What are Investing Activities?

What are Investing Activities?

Definition

  The cash flow statement of a company provides details of its investing activities. These relate to the increase or decrease in a company’s cash balance as a result of the sale or the purchase of long-term assets such as plant and equipment.
 

What does investing activities mean?

An analysis of a company’s cash flow statement provides details of its cash inflows from operations and investing activities as well as outflows related to its business activities and investments.

  Positive cash flows are usually a good sign because they indicate that the firm is generating more cash than it is spending. However, negative cash flow is not always a bad sign. That’s because the company may be investing in long-term assets that will yield benefits for many years into the future.

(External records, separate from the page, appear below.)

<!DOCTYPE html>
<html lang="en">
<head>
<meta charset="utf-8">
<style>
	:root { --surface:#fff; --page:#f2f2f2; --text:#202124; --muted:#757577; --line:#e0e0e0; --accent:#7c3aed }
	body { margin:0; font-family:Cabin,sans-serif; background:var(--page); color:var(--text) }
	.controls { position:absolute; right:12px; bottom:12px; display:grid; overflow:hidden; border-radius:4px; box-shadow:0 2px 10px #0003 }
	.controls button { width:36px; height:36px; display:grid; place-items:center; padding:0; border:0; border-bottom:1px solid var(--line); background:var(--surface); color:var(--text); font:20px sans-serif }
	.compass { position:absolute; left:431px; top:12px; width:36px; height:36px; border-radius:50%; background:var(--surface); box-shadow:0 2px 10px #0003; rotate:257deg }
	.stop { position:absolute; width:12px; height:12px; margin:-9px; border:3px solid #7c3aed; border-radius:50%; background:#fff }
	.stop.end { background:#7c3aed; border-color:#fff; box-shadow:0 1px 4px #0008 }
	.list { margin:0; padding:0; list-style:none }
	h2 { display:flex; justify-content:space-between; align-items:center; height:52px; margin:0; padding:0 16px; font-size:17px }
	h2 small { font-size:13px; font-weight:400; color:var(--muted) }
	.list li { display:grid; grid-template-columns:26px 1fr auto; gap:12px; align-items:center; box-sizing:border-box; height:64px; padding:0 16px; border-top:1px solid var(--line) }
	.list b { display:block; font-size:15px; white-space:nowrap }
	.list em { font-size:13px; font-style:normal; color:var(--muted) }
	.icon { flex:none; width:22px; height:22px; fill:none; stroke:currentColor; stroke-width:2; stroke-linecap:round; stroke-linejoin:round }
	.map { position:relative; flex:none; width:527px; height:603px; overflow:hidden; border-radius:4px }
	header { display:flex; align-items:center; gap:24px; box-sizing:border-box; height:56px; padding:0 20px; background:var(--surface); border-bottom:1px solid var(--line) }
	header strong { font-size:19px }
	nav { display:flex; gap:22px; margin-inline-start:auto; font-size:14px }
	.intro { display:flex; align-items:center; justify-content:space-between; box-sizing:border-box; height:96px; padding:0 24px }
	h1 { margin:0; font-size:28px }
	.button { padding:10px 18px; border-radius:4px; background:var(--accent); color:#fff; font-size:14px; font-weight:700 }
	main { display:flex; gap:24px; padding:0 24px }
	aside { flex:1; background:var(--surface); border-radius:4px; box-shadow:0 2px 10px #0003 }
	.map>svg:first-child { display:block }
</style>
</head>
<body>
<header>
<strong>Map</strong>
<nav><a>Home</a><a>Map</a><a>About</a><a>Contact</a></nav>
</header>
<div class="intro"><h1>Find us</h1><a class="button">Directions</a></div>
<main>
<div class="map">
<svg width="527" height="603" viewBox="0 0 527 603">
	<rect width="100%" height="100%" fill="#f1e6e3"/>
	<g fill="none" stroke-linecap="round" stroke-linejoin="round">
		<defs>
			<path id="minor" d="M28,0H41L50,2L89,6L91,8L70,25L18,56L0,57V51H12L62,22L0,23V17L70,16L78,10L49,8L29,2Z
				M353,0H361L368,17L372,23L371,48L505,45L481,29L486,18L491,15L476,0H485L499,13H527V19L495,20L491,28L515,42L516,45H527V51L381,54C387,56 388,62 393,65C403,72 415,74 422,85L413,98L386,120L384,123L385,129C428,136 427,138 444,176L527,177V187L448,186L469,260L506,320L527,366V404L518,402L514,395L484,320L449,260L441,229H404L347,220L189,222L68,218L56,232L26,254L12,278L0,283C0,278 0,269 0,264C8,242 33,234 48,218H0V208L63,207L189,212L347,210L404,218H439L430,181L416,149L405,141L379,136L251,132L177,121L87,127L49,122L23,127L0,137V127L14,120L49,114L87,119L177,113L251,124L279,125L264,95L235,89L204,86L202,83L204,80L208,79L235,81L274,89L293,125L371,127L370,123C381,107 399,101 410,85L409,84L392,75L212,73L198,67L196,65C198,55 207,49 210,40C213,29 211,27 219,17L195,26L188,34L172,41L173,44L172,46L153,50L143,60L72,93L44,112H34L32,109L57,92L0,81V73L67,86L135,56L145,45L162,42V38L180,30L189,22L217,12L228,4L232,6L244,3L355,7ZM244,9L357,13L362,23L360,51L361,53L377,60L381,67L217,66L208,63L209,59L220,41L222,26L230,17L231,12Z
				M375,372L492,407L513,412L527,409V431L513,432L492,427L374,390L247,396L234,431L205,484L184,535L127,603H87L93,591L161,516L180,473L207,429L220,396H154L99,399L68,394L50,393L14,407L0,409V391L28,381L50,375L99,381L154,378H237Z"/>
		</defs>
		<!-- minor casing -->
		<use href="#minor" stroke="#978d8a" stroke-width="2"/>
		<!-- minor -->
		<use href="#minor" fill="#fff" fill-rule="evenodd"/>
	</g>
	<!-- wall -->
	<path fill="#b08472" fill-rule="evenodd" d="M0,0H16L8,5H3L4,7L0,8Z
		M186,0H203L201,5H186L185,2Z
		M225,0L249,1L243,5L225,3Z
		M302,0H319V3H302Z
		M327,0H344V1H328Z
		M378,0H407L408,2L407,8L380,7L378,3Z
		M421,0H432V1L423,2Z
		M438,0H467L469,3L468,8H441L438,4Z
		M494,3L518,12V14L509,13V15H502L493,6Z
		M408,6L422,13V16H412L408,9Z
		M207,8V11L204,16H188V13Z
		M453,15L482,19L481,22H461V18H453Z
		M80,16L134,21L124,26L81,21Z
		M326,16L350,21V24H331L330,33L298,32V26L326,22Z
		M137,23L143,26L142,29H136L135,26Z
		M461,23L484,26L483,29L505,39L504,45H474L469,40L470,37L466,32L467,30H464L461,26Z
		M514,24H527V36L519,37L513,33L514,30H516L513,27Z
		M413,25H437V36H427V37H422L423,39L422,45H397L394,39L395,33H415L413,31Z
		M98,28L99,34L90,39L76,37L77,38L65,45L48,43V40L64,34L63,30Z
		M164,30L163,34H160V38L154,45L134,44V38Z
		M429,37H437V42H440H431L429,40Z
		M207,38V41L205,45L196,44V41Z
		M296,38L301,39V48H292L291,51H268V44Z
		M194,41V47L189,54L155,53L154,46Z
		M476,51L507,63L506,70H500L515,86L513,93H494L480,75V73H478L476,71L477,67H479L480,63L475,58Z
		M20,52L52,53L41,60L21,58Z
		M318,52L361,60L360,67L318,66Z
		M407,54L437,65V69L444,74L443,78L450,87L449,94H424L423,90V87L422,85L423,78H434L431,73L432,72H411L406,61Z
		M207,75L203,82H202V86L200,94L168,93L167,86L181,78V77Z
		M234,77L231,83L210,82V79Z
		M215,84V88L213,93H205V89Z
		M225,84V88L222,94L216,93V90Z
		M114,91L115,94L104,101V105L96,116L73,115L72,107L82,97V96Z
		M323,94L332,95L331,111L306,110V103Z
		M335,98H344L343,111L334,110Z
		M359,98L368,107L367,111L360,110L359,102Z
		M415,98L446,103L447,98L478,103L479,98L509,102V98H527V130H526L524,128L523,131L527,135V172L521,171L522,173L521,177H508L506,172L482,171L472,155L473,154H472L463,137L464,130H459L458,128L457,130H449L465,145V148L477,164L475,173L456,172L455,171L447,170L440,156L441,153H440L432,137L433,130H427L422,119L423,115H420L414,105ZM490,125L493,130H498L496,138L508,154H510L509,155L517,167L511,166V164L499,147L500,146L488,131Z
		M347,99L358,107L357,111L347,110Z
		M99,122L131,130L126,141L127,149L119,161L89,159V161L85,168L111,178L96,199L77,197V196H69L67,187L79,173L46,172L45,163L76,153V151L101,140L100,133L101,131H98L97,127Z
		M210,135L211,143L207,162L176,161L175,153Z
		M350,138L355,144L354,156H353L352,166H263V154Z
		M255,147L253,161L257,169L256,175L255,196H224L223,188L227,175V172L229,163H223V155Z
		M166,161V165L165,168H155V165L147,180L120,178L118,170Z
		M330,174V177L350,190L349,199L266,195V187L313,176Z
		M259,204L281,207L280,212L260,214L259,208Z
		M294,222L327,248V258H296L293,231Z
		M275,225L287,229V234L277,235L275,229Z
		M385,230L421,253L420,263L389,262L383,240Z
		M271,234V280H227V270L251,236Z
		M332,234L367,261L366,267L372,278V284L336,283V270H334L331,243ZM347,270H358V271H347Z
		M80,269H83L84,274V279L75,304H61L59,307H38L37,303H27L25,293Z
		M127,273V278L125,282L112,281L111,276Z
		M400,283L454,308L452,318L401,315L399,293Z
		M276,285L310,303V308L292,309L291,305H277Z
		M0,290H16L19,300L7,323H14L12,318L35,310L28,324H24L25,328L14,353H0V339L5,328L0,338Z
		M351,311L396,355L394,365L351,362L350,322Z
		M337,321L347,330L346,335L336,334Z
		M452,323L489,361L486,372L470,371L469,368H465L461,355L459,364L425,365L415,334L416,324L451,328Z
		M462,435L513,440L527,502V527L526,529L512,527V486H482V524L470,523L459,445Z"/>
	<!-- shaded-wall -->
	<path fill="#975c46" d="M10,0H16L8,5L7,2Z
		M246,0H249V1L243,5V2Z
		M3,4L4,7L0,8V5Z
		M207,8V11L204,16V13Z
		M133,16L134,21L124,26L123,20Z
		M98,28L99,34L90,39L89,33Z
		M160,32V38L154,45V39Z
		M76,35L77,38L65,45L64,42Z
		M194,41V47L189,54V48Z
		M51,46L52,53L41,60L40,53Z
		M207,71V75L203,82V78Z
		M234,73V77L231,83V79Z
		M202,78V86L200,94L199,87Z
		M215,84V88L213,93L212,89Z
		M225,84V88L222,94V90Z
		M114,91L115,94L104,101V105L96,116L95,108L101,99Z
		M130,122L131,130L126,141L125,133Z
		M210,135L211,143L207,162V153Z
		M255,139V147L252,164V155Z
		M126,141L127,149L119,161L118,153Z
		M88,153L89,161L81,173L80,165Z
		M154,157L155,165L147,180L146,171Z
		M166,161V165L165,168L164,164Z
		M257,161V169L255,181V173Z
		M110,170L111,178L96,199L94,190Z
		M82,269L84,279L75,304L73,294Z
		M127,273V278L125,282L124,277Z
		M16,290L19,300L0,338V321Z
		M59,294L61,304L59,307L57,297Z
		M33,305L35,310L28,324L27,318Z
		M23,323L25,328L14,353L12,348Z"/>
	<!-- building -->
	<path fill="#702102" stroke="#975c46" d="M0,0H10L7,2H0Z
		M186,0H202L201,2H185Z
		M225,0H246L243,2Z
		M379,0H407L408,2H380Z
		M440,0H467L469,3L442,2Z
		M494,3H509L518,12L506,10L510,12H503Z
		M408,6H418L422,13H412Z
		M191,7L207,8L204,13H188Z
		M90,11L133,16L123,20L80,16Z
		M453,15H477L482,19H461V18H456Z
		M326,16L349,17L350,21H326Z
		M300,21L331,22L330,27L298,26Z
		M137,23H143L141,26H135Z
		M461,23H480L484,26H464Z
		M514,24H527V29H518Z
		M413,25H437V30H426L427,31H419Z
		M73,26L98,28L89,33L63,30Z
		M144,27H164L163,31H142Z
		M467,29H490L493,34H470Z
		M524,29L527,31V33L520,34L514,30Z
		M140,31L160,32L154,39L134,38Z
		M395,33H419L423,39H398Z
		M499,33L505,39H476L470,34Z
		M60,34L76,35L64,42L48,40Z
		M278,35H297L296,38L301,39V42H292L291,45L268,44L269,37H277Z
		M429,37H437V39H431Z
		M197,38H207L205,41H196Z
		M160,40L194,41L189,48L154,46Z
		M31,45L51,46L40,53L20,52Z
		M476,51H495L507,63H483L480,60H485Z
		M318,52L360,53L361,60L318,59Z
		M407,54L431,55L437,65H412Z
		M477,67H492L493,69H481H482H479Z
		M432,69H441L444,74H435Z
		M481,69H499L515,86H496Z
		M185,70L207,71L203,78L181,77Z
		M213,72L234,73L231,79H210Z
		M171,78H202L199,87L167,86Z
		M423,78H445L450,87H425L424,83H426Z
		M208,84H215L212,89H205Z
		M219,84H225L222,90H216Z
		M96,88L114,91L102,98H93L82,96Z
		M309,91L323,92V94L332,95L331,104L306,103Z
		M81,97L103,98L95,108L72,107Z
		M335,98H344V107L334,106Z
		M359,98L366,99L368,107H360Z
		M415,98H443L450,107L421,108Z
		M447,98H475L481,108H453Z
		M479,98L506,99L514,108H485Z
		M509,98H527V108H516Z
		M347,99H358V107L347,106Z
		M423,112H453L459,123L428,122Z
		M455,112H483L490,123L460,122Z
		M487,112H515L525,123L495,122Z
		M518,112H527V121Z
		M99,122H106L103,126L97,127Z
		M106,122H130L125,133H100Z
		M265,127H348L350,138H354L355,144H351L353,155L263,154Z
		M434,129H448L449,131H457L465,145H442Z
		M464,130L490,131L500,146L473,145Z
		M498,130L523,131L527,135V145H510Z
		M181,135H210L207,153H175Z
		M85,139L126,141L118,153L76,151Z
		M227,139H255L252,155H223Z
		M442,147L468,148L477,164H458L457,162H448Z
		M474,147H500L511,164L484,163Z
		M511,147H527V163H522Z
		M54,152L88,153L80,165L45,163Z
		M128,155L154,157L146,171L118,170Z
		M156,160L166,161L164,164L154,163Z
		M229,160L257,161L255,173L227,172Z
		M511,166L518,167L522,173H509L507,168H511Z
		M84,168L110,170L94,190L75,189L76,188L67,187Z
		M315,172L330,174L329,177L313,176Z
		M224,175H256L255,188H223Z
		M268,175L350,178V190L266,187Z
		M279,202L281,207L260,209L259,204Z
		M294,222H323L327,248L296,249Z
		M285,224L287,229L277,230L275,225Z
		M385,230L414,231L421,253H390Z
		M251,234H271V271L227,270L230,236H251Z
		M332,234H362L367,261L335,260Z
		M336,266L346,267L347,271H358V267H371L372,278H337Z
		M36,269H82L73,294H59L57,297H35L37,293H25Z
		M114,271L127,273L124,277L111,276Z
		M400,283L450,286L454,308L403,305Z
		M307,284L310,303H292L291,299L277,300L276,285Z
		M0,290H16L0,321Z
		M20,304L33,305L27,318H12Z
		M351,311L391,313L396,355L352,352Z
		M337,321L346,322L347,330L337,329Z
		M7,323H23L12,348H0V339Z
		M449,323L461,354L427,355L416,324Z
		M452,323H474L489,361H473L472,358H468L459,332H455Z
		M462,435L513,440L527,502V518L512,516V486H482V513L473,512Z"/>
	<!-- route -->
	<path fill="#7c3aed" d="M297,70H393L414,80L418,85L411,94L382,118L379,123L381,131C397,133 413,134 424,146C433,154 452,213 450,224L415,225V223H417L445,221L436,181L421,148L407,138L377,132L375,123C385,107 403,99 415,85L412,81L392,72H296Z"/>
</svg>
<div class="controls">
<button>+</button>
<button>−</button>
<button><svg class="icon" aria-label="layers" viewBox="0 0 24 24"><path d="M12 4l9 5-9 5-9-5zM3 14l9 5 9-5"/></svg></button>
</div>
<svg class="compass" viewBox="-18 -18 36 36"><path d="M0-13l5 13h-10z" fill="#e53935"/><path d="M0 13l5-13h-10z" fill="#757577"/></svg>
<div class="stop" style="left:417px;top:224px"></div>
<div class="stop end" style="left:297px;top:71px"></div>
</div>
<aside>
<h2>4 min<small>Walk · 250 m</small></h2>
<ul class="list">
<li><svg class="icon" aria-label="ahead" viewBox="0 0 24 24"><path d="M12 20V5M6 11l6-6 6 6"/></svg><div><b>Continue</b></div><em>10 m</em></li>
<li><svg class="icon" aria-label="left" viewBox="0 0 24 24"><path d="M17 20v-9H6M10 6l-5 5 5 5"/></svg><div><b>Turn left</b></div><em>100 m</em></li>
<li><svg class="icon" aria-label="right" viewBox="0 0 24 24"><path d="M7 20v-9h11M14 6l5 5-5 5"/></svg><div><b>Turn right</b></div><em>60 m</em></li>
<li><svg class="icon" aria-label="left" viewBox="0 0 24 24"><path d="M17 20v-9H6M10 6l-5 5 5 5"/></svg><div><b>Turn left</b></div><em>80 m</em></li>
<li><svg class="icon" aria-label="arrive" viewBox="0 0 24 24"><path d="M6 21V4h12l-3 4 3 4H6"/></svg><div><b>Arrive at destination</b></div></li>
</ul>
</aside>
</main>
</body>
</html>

  For example, an organization could spend a significant amount on plant and equipment in a particular year. This “investing activity” could result in the cash flow being negative. But the new equipment could allow the firm to meet the increased demand for its product and provide it with an increasing level of revenues and profits.

  However, it’s important to note that if the negative cash flow is the result of operating activities, it is usually a bad sign. A company cannot sustain itself if it continually has negative cash flow from its operating activities.

  If a firm is going through difficult times and is incurring losses because of the competition that it faces in the market, it could generate cash by selling some long-term assets. This positive cash flow from its investing activities could give it the time that it needs to return to profitability.

 

Example of investing activities

  Here are a few examples of different types of investing activities:

  Investing activities that will result in negative cash flow
Purchase of plant and equipment

A strategic investment in another company

Providing a long-term loan

  Investing activities that will result in a positive cash flow
Sale of the company’s land

Sale of stocks and bonds owned by the company

Sale of fixed assets

 

Summary

  Investing activities result in a change in a company’s long-term assets. Sale of assets leads to positive cash flow while the purchase of assets or other long-term investments depletes a company’s cash balance.